§ **Exercise**: Every line with the word "paths" in it should be extracted from the data that follows.

(Collected data)
►
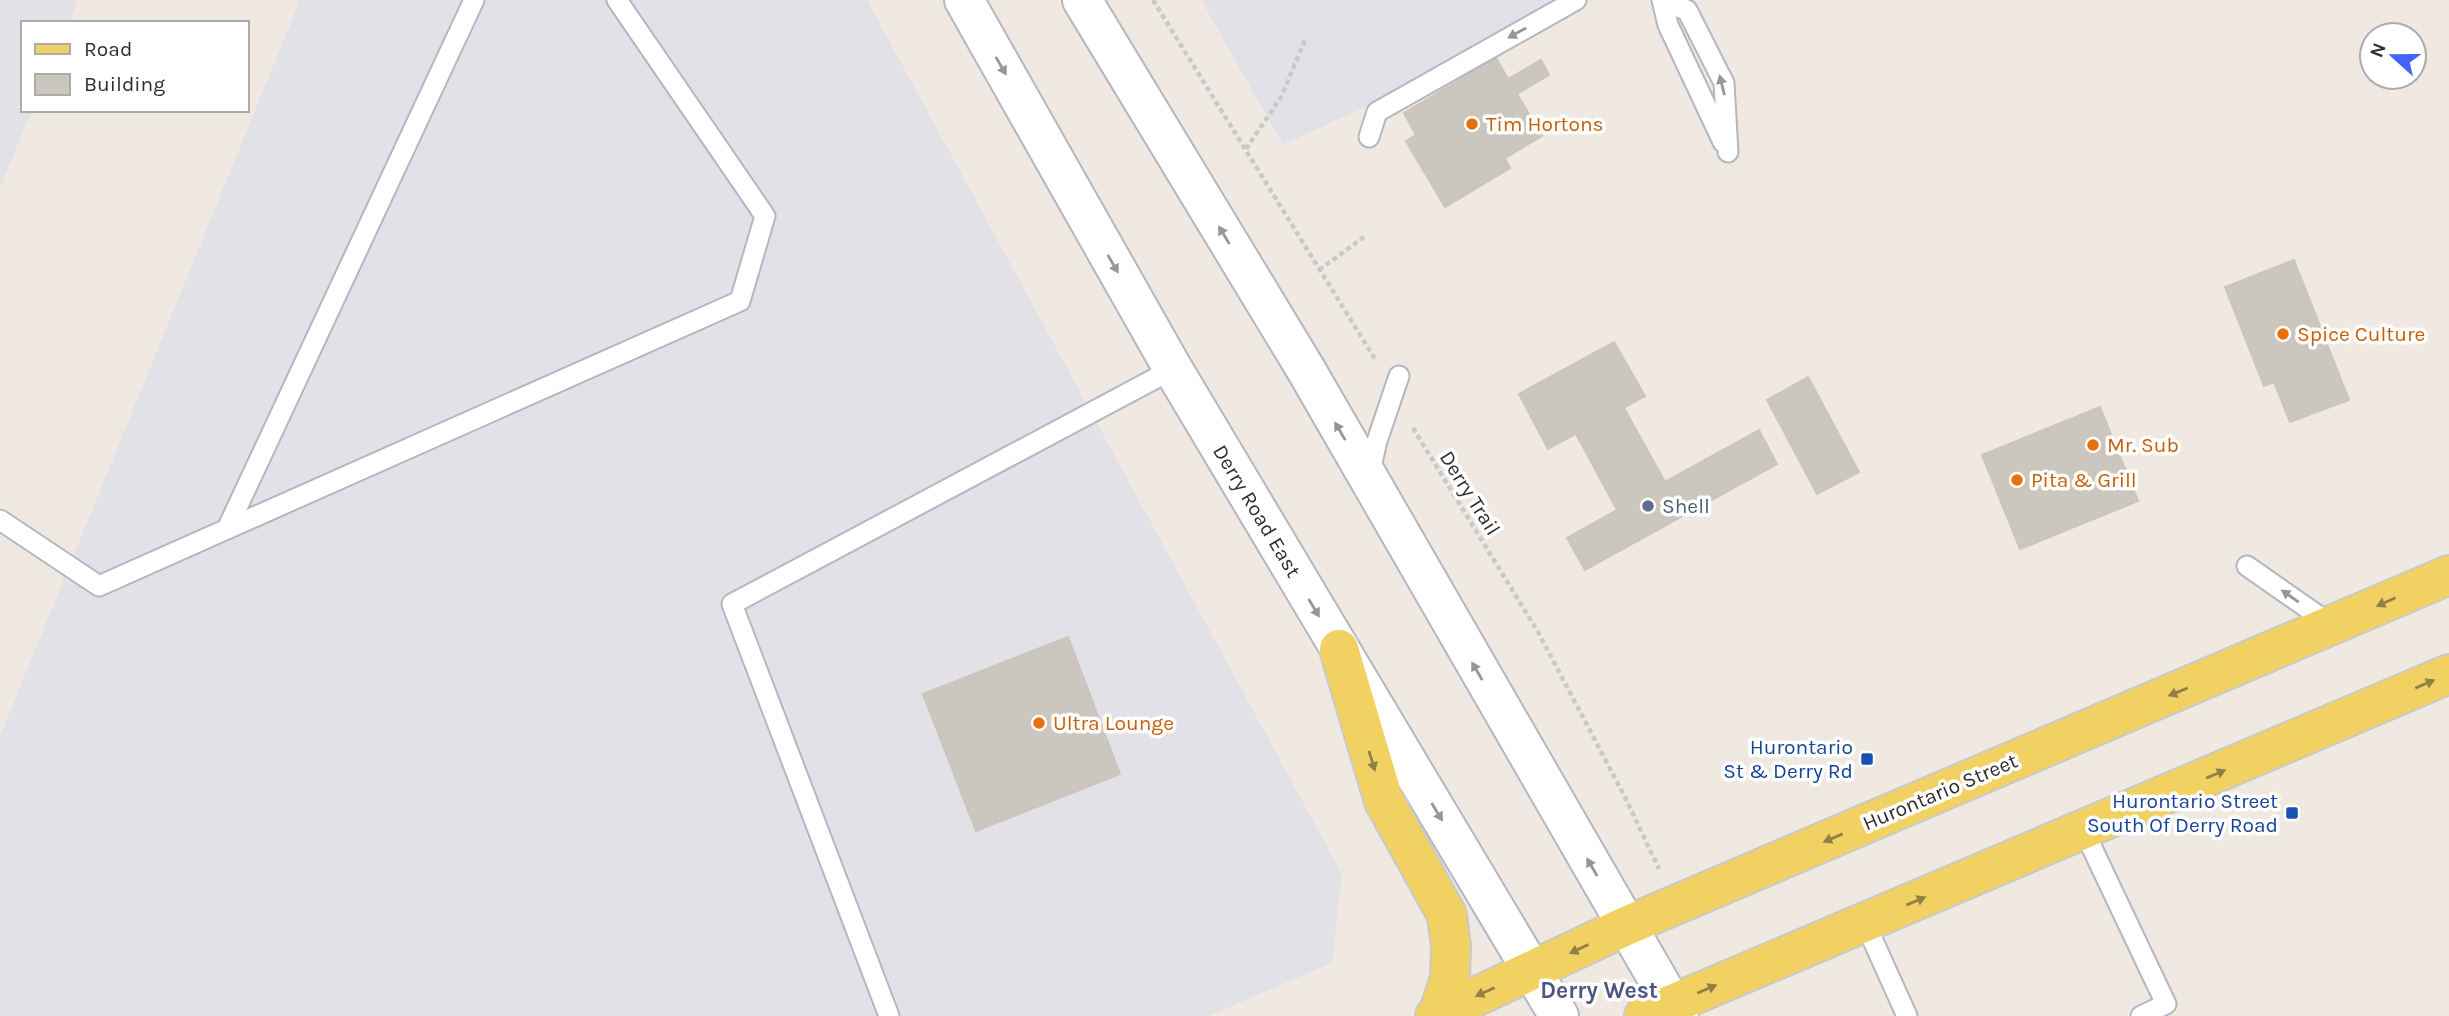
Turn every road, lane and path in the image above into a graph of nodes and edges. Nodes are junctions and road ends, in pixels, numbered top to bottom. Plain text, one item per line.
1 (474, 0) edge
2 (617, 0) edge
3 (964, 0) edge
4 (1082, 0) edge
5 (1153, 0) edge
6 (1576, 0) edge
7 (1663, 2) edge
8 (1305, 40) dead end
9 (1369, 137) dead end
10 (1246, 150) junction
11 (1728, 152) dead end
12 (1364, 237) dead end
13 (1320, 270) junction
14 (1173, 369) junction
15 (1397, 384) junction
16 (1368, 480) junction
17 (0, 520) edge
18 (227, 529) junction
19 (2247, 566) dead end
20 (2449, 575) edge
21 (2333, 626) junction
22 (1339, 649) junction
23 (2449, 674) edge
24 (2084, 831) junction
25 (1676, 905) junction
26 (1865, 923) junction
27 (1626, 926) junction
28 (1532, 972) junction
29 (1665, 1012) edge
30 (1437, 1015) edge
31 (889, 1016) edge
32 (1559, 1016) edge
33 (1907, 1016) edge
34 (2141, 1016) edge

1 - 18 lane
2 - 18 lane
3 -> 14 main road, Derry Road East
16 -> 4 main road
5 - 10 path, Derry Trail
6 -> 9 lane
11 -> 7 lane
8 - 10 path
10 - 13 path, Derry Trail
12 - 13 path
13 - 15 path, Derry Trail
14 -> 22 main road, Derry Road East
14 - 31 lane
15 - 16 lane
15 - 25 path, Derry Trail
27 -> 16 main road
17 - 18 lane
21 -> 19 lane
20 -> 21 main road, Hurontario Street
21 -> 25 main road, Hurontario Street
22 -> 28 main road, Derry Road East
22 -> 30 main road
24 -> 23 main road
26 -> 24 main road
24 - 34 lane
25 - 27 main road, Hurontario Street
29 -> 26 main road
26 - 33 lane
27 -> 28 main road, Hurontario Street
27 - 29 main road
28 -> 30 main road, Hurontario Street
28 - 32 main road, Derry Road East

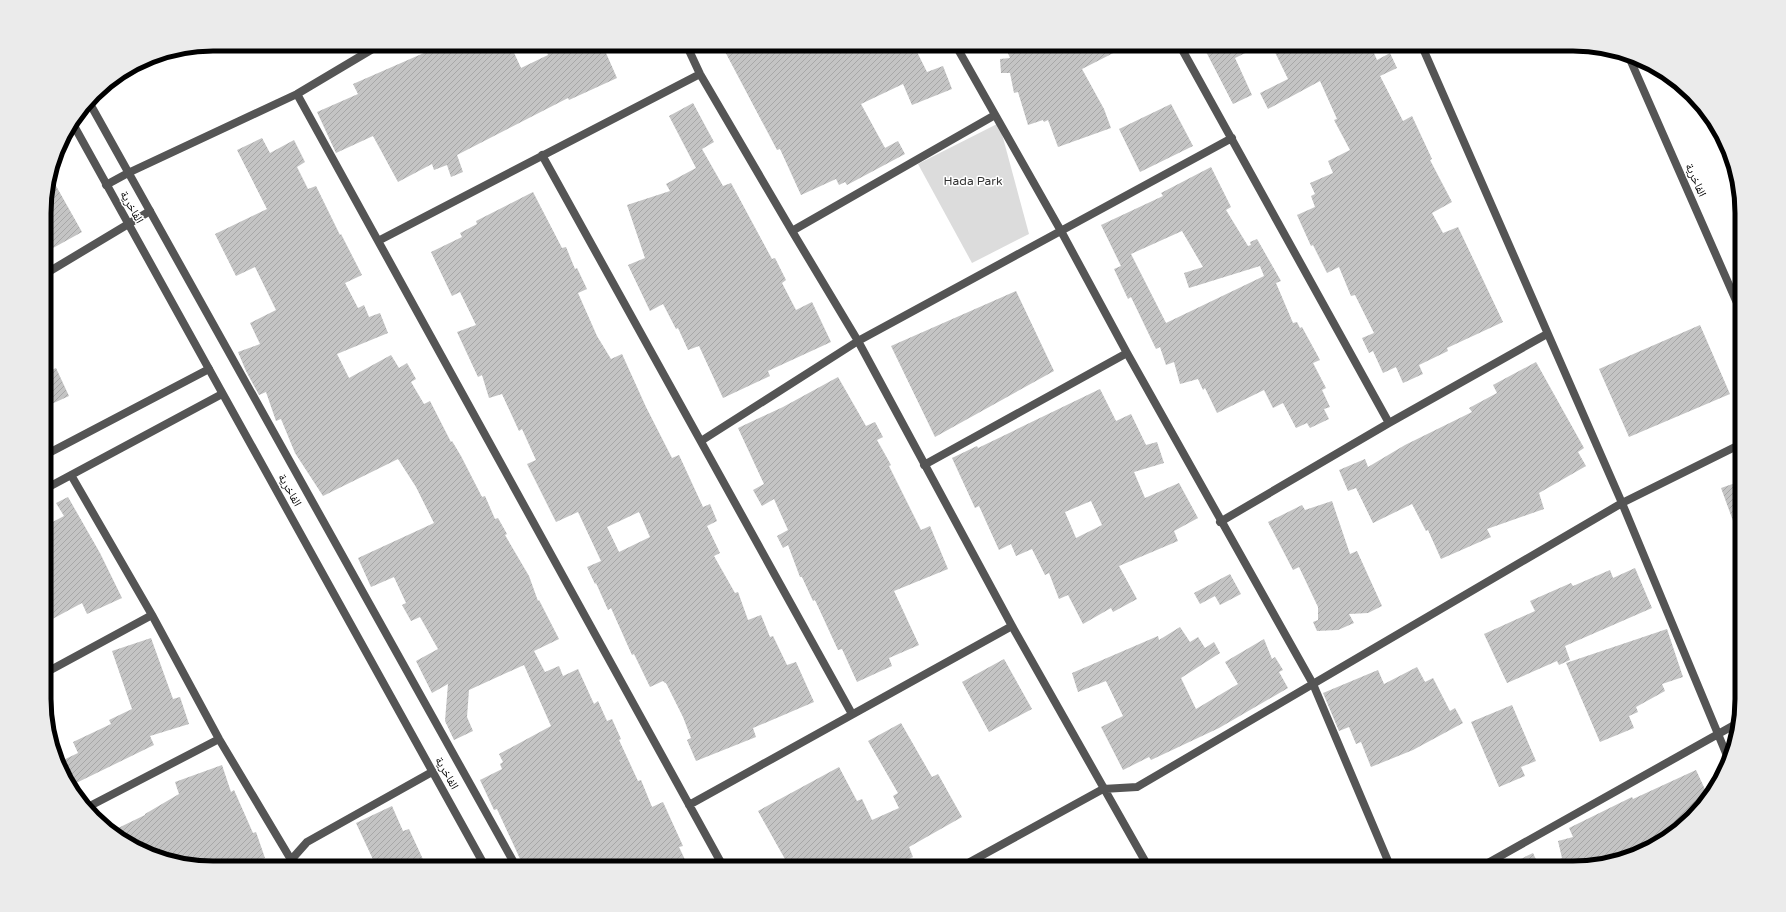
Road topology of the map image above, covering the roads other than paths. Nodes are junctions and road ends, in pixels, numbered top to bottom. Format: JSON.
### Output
◄
►
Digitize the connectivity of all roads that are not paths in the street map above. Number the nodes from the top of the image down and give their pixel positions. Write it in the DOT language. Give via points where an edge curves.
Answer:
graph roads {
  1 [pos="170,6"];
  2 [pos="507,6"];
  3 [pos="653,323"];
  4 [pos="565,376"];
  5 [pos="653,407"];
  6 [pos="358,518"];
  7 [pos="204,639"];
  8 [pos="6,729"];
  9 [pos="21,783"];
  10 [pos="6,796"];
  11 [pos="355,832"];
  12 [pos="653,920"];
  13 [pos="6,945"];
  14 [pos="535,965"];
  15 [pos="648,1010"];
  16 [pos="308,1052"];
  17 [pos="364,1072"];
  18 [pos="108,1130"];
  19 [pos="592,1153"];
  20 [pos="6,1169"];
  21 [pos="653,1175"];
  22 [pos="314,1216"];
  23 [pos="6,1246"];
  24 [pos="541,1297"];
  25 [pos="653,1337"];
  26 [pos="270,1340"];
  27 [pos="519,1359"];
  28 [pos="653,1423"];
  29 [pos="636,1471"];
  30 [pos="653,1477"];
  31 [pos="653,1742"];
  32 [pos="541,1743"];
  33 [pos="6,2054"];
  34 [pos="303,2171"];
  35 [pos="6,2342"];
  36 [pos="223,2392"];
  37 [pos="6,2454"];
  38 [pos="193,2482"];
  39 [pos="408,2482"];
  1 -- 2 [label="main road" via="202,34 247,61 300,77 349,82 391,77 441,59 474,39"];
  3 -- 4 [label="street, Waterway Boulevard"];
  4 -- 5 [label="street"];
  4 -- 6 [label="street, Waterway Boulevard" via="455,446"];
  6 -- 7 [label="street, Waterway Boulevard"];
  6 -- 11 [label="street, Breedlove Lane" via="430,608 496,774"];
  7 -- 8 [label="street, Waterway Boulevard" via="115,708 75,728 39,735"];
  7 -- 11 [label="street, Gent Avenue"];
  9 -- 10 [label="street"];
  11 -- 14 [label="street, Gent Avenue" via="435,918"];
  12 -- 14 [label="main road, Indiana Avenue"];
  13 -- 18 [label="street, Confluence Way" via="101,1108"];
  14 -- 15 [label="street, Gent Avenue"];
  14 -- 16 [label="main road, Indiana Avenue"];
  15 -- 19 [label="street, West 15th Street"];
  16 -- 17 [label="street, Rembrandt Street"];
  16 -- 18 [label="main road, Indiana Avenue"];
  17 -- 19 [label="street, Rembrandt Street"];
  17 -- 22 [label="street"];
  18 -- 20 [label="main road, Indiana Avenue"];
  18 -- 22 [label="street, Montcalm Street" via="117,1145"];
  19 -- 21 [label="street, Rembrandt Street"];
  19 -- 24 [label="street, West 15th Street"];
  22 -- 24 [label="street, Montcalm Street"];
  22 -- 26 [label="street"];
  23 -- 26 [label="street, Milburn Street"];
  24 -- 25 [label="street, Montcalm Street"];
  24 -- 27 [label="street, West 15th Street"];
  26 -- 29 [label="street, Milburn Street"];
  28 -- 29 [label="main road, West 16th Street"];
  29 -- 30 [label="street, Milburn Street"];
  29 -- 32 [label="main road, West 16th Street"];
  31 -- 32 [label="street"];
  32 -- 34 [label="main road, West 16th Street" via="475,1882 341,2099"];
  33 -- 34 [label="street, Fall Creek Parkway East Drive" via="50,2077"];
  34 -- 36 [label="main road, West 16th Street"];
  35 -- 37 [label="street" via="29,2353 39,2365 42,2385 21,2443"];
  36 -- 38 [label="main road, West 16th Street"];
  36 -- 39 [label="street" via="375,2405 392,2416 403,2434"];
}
◄
§ **Reply**:
Road topology of the map image above, covering the roads other than paths. Nodes are junctions and road ends, in pixels, numbered top to bottom. Format: JSON.
Digitize the connectivity of all roads that are not paths in the street map above. Number the nodes from the top of the image down and give their pixel positions. Write it in the DOT language. Give via points where an edge curves.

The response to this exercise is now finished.